Далеко не все просьбы и желания, достигавшие великого князя, конечно, исполнялись. Одни затрагивали естественные и имущественные права остальных и подлежали судебному разбору, другие были просто неисполнимы, так как требовали вмешательства в интимную частную жизнь, где был бессилен и сам самодержец.

Но там, где имелась малейшая возможность помочь, Михаил Александрович помогал, чем мог, и за многих несправедливо обиженных успешно просил у государя.

По его приказанию от его имени также писались многочисленные письма в различные учреждения о принятии на службу такого-то, в «судьбе которого великий князь принимал участие», или препровождались прошения на случай «возможности их удовлетворения».

Число этих писем было настолько велико, что вскоре начальствующие лица перестали обращать на них какое-либо внимание, к большому разочарованию, а иногда и справедливому негодованию многих.

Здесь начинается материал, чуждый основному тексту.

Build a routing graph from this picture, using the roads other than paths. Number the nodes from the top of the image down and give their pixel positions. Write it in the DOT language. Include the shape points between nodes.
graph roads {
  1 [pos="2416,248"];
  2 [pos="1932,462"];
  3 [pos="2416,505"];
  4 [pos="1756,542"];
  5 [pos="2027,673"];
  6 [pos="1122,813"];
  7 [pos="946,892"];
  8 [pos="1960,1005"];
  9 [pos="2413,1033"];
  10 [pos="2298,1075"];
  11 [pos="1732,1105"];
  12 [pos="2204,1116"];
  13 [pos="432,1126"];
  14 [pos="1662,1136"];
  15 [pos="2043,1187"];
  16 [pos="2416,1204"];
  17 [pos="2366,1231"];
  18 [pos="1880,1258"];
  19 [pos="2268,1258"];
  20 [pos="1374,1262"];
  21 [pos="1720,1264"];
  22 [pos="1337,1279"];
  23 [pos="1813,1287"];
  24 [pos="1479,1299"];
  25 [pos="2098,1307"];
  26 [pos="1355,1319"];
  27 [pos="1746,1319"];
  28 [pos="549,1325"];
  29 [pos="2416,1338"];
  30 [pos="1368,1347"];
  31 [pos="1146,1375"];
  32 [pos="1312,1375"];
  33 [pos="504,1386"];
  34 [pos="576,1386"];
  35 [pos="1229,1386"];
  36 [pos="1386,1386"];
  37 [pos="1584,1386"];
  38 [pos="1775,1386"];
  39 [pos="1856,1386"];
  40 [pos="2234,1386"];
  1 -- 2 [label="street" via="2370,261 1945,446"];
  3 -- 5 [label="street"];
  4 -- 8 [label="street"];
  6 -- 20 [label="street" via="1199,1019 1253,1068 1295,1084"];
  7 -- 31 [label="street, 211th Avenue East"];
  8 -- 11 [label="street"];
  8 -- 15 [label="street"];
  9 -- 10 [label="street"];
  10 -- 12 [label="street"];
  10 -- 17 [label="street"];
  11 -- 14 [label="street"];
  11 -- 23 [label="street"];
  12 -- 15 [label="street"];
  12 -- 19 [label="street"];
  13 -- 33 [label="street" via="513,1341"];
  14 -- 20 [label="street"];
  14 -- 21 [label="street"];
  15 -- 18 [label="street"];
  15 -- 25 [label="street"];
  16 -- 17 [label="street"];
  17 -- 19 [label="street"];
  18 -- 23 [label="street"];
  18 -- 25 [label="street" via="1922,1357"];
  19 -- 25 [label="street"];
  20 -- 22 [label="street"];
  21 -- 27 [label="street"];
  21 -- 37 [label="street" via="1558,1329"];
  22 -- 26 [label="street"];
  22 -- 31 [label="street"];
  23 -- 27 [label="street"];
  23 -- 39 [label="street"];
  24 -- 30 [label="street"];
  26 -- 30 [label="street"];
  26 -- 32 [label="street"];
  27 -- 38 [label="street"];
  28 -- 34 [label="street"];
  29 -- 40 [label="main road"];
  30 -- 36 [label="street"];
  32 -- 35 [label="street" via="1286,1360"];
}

На все теоретические рассуждения о крайней вредности и ненужности всяких протекций и рекомендаций неумолимая логика жизни и в те дни отвечала убедительной поправкой. «Без протекции все равно никуда не возьмут… Спросите, кого хотите, – говорил мне однажды очень огорченный и обиженный проситель. – Что ж, прикажете мне теперь идти к содержанке депутата Аладьина, пойду и к ней, пожалуй, вернее будет!»

Помочь деньгами было уже гораздо легче, и на это тратились великим князем огромные суммы.

Конечно, добротой Михаила Александровича пользовались очень многие, и во многих случаях просьбы явно не оправдывались действительно безвыходной нуждой. Но уверить в том Михаила Александровича, несмотря на очевидность, было невозможно.

Я вспоминаю, как часто великий князь, веря моим убедительным, основанным и на его собственном горьком опыте доводам, все же не мог смириться с возможностью отказать и этим разочаровавшим его людям в дальнейшей помощи.

Он оказывал тогда эту помощь, нередко тайно от меня, самым милым и находчивым образом, на какую, кажется, только он один и бывал способен.

В таких случаях он обыкновенно назначал «просителю» свидание где-нибудь далеко в лесу или в другом уединенном месте, вытребовал под каким-либо предлогом «лично для себя» известную, иногда очень большую сумму денег и отправлялся туда один, верхом или на велосипеде, как будто на прогулку, а затем, возвратясь с милой смущенной улыбкой, лишь краснея, говорил: «А знаете, А. А., ведь деньги-то я брал не для себя; пришлось такому-то все-таки помочь… в следующий раз он будет умнее…

Нередко заступничество Михаила Александровича приносило не пользу, а вред, в особенности когда просителями являлись офицеры и исполнение их желания зависело исключительно от их непосредственного начальства, которому и писались соответствующие письма.

Это начальство, справедливо видя в таком непосредственном, «не по команде» обращении к великому князю резкое нарушение военной дисциплины, карало виновных суровым арестом, а некоторых отдавало под суд. Михаилу Александровичу в таких случаях стоило немало усилий и такта, чтобы «выручить», как он не без иронии говорил, «попавших по его вине в беду офицеров».

Сердечная отзывчивость Михаила Александровича, создавая ему широкую известность также и в низших слоях гатчинского населения, сказалась незаслуженно и на мне в разнузданные месяцы, последовавшие за октябрем 1917 года.

Как передавали жене очевидцы, собравшаяся тогда около моего гатчинского дома толпа долго не допускала нагрянувших большевиков до его разгрома – указывая им, «что Мордвинов нам сделал много добра, и мы до его дома не допустим»…

Конечно, делал добро не я, а великий князь. Здесь я упоминаю об этом случае без малейшего чувства, какого-либо смешного самодовольства, а лишь потому, чтобы не остаться к кому-нибудь неблагодарным.